Writer: Daniel Winder
Director: Rae Mcken
Reviewer: Maryam Philpott
For centuries writers have been obsessed with a meeting between two sixteenth-century Queens that never happened. From Friedrich Schiller to Josie Rourke, the reign of Elizabeth I is defined by her compatriot cousin Mary Queen of Scots, but the pair were never face to face. However, Elizabeth did meet another female ruler – Grainne O’ Malley – also proving herself in a male-dominated world as a pirate Queen.
Daniel Winder’s The Sea Queen receives its world premiere as part of a double bill with Twelfth Night at the open-air Scoop amphitheatre in the shadow of the Mayor of London’s riverside office. The story is fairly simple, 12-year old Grainne begs her father to let her join his trade ship and although “the sea is no place for a girl” he eventually relents. Fast-forward to her 24thyear and Grainne is unanimously chosen to replace her ailing father as leader when she encounters the dastardly Lord Bingham. With her brother’s life at stake, only a fellow Queen can save him.
Winder’s musical is a rollicking marine tale of sword fighting sailors, swaggering villains and jolly sea shanties that celebrates the power of female leaders and not least an Irish female leader who declares her intention in the show’s slightly political closing scene to fight for Irish rights and trade freedoms.

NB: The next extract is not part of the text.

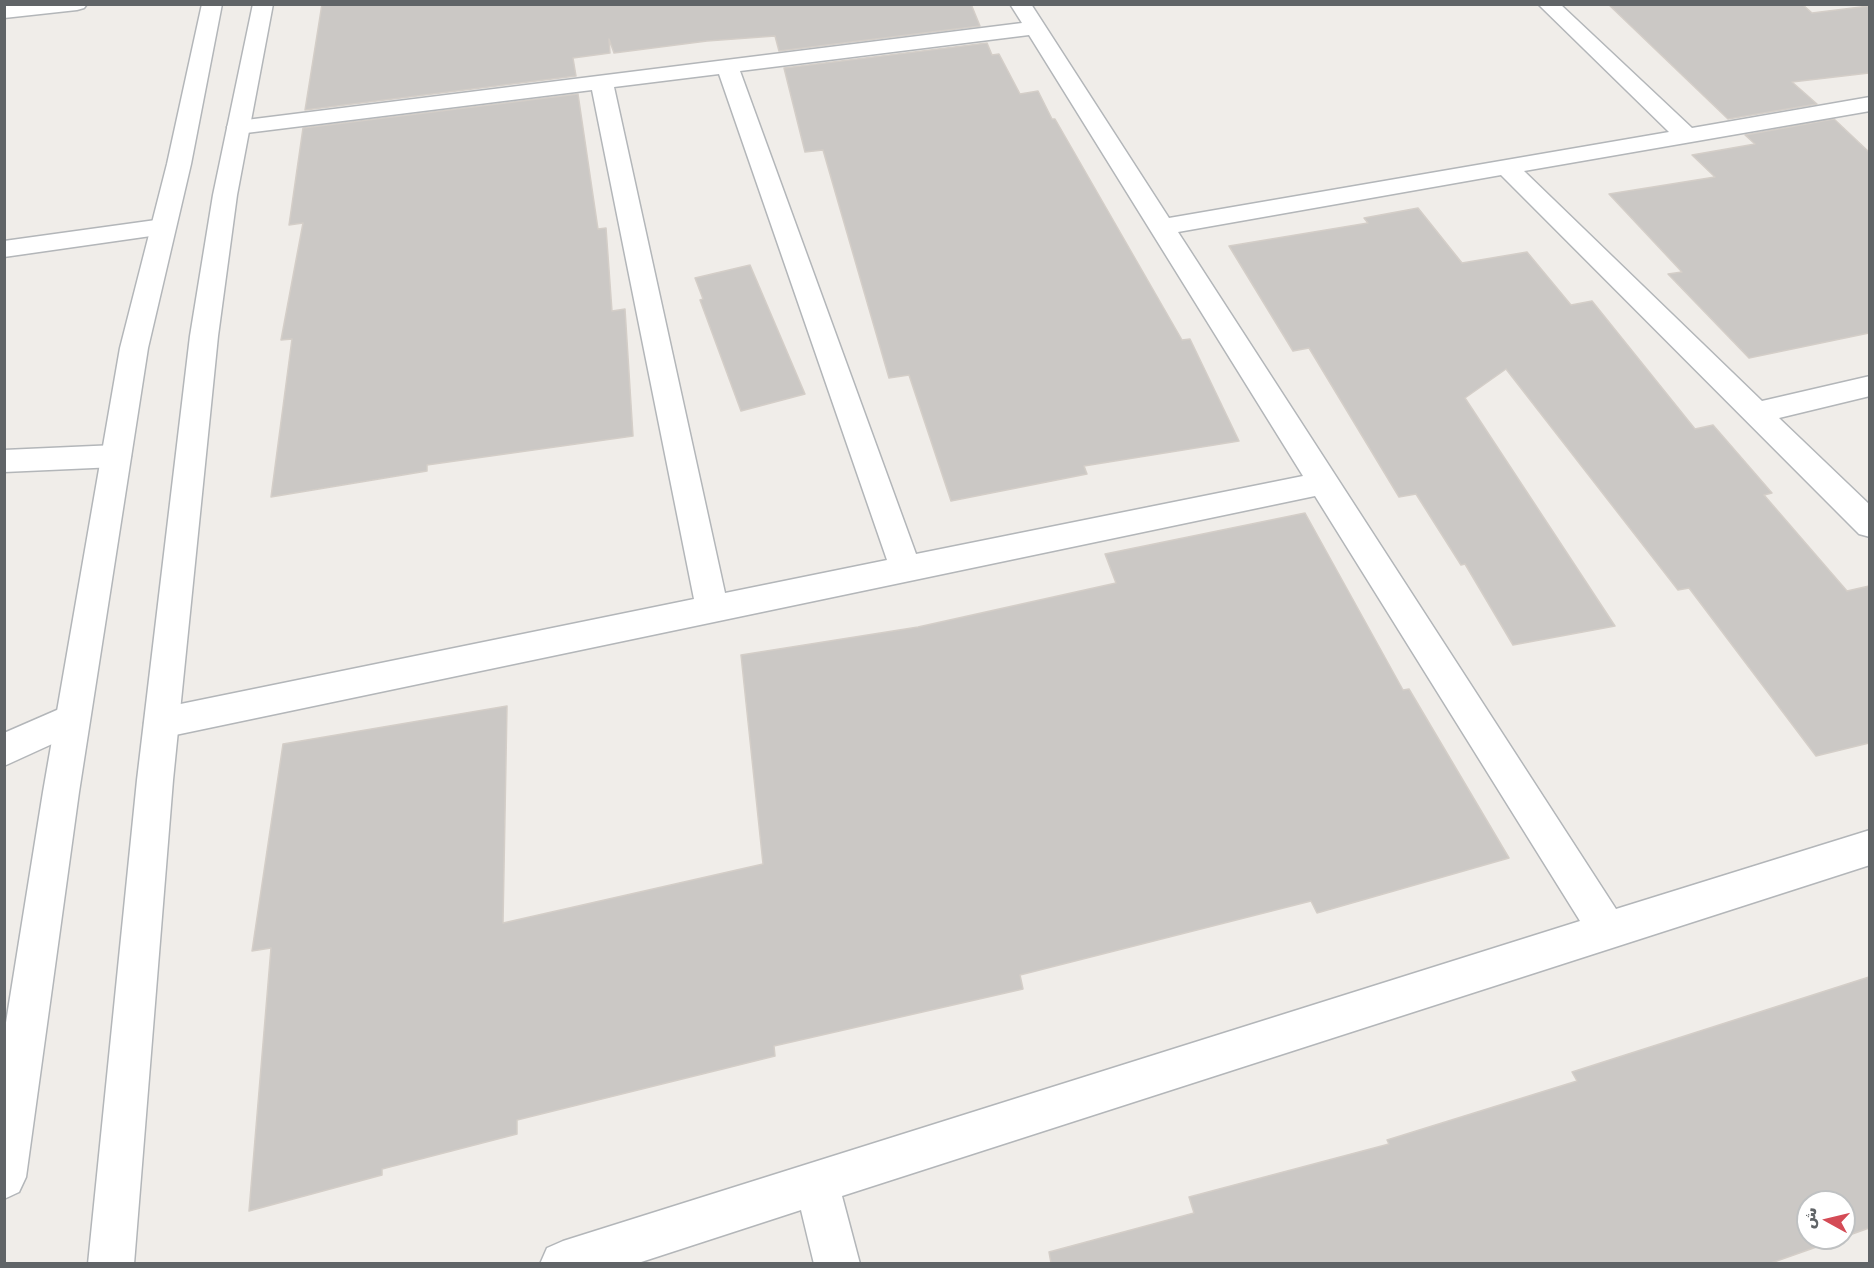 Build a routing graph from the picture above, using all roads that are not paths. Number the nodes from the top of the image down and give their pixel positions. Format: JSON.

Staged by designer Mayou Trikerioti with all the usual frills of a pirate story, there is a simplicity that easily converts the stage from Grainne’s galley to the English court and hangman’s province.
Winder’s story is fairly slight, there’s not quite enough spiralling cartoony madness to keep young children gripped for its 50-minute run time but also not quite enough substance within the plot to appeal to older children and their parents. The story takes a few rapid leaps, moving forward 12-years with little explanation and on another occasion the captured Bingham, defeated in a mid-point duel with Grainne is free and suddenly blockading the pirate fleet – while Winder builds exposition into the text eventually, these events could be signposted or signalled more clearly.

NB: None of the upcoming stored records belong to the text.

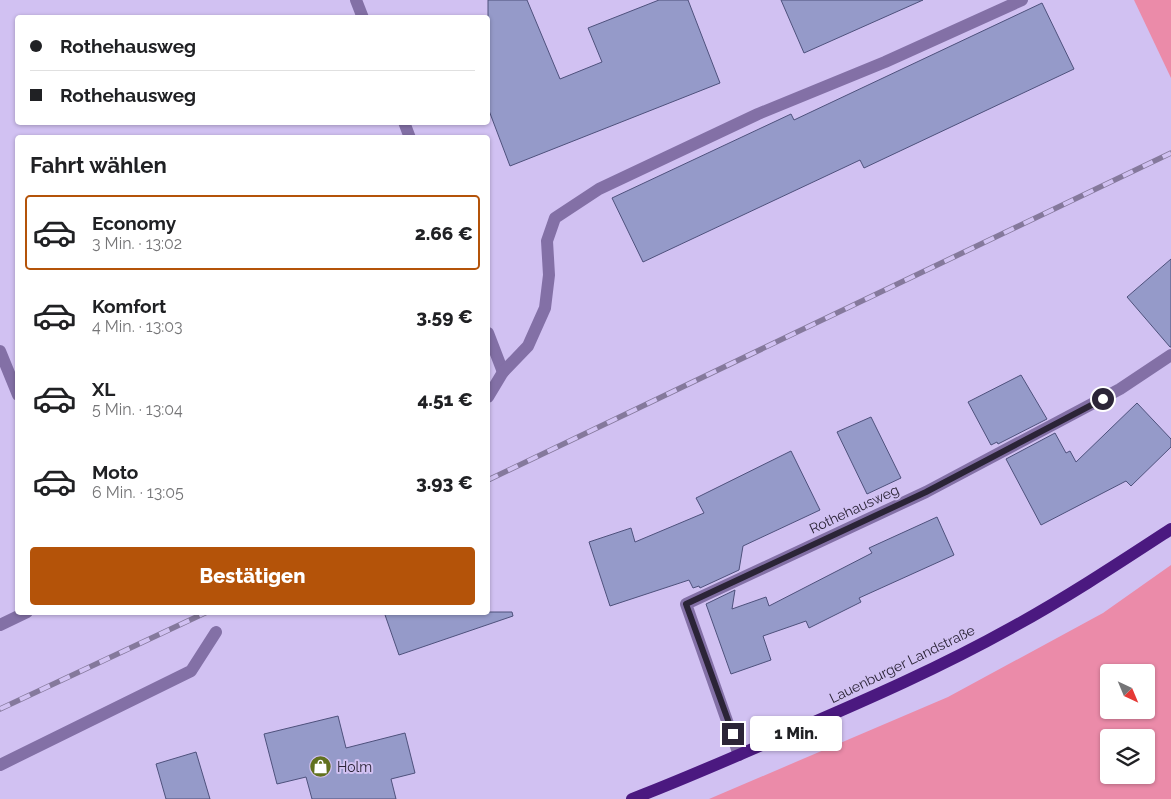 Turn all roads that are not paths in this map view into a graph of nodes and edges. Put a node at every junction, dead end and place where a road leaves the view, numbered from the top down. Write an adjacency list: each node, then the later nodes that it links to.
1 (356, 0): 3 (street)
2 (1022, 0): 7 (street)
3 (362, 15)
4 (490, 339): 7 (street)
5 (0, 352): 8 (street)
6 (1171, 355): 14 (street, Rothehausweg)
7 (502, 372): 9 (street)
8 (15, 388)
9 (490, 393)
10 (1171, 529): 14 (main road, Lauenburger Landstraße)
11 (21, 615): 12 (street)
12 (0, 625)
13 (216, 632): 15 (street)
14 (739, 755): 16 (main road, Lauenburger Landstraße)
15 (0, 764)
16 (632, 799)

Matthew Bugg’s musical composition is full of lovely Elizabethan stylings, also drawing on sea shanties to create an evocative sound design while the eight songs give key solos to the main characters to explore their motivation and adding both an Arabian-influenced number for Aderfi (Feyesa Wakjira) a captured pirate and a strong choral Latin piece for the eventual entrance of Elizabeth I.
Stephanie MacGaraidh as Grainne is a strong female role-model laughing off the continued insistence that women should be married and at home. George Caporn’s Donal comes into view later in the show as a peace-making and honourable influence on his sister. Melanie Gleeson is particularly enjoyable as Bingham, a smooth-talking, double-crossing villain while Veronica Beatrice Lewis makes a grand entrance as Elizabeth I, capturing the Queen’s famous mercurial nature, love of compliments and quick temper.
The final meeting of the two Queens is heavy on explaining plot details we have already seen which feels like a missed opportunity to explore the unusual thrills and burden of leadership for these two extraordinary women. “We have fought in different seas but our battles have been the same” Elizabeth tells Grainne, The Sea Queen only scratches the surface of those parallels but the meeting of Gloriana and the Pirate Queen is a story worth telling.